- [Input data]:
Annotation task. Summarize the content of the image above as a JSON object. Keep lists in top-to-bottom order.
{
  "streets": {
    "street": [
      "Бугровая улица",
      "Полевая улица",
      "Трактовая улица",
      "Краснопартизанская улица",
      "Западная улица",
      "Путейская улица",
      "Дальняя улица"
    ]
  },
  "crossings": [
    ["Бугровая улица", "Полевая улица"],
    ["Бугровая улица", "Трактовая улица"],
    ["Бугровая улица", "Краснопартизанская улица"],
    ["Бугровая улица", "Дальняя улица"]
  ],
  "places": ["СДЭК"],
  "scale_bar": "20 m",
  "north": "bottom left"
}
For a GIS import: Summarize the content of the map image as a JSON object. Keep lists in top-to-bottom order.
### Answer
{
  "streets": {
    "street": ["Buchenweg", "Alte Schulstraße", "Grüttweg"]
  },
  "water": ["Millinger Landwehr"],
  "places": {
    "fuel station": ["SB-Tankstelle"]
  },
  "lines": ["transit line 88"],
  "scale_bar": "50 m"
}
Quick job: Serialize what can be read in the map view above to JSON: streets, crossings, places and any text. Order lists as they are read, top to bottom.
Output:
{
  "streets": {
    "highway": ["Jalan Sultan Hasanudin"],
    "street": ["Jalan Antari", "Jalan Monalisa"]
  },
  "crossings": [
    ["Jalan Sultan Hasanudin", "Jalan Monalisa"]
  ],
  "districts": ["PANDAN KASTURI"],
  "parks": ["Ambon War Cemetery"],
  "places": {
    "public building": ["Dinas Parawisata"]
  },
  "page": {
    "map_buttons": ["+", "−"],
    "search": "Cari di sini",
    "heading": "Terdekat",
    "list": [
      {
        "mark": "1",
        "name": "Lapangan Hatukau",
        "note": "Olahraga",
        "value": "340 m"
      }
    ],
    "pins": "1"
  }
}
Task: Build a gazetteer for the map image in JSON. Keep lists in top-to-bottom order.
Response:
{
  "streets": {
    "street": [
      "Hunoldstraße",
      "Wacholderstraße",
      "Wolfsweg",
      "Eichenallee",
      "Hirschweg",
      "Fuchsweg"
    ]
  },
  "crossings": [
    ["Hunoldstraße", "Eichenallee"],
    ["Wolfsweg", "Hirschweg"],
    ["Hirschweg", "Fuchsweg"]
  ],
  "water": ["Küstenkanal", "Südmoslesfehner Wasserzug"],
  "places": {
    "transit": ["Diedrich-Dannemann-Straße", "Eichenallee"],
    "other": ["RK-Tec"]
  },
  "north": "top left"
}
==
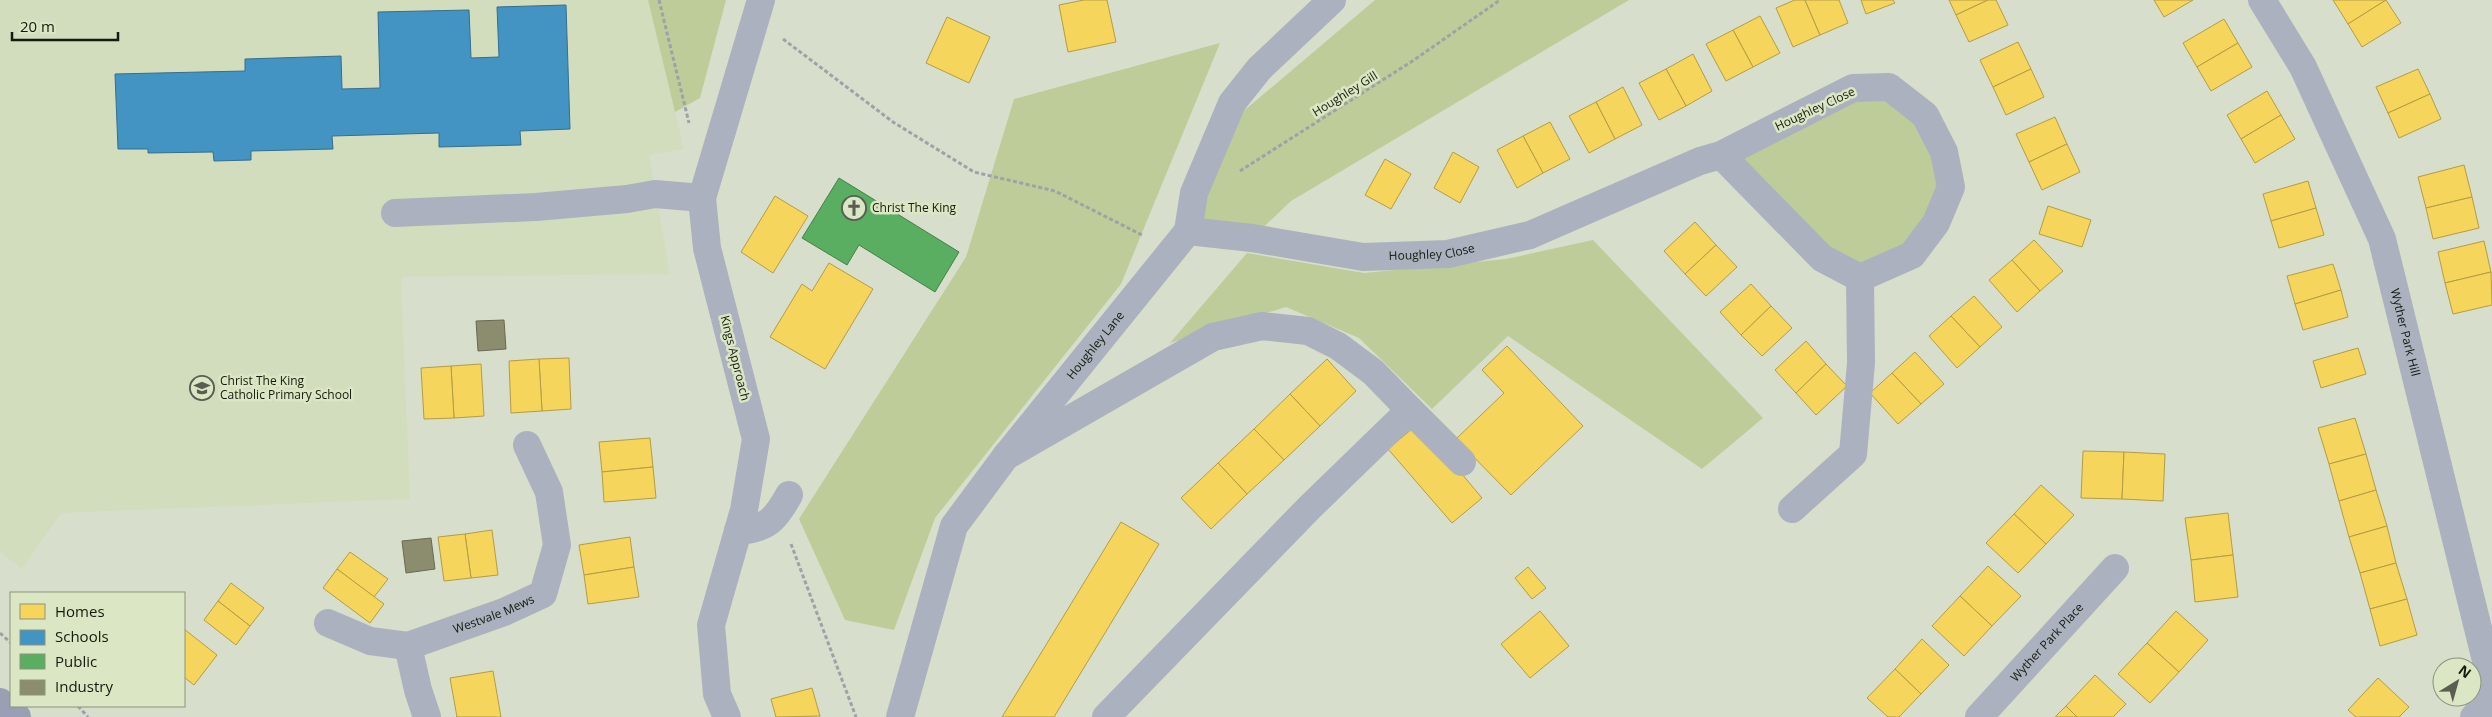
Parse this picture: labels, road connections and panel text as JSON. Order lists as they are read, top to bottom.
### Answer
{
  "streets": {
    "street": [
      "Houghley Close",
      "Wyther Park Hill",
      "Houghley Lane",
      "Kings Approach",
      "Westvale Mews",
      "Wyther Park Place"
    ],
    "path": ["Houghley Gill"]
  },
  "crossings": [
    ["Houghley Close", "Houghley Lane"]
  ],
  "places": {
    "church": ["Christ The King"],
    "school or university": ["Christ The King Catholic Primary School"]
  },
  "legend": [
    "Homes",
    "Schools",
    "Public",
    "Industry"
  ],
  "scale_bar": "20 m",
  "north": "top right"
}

- [Action item]: Among the records, find the lines that contain "they" and copy each of them.

- [Solution for this task]:
Quick job: Serialize what can be read in the map view above to JSON: streets, crossings, places and any text. Order lists as they are read, top to bottom.
Parse this picture: labels, road connections and panel text as JSON. Order lists as they are read, top to bottom.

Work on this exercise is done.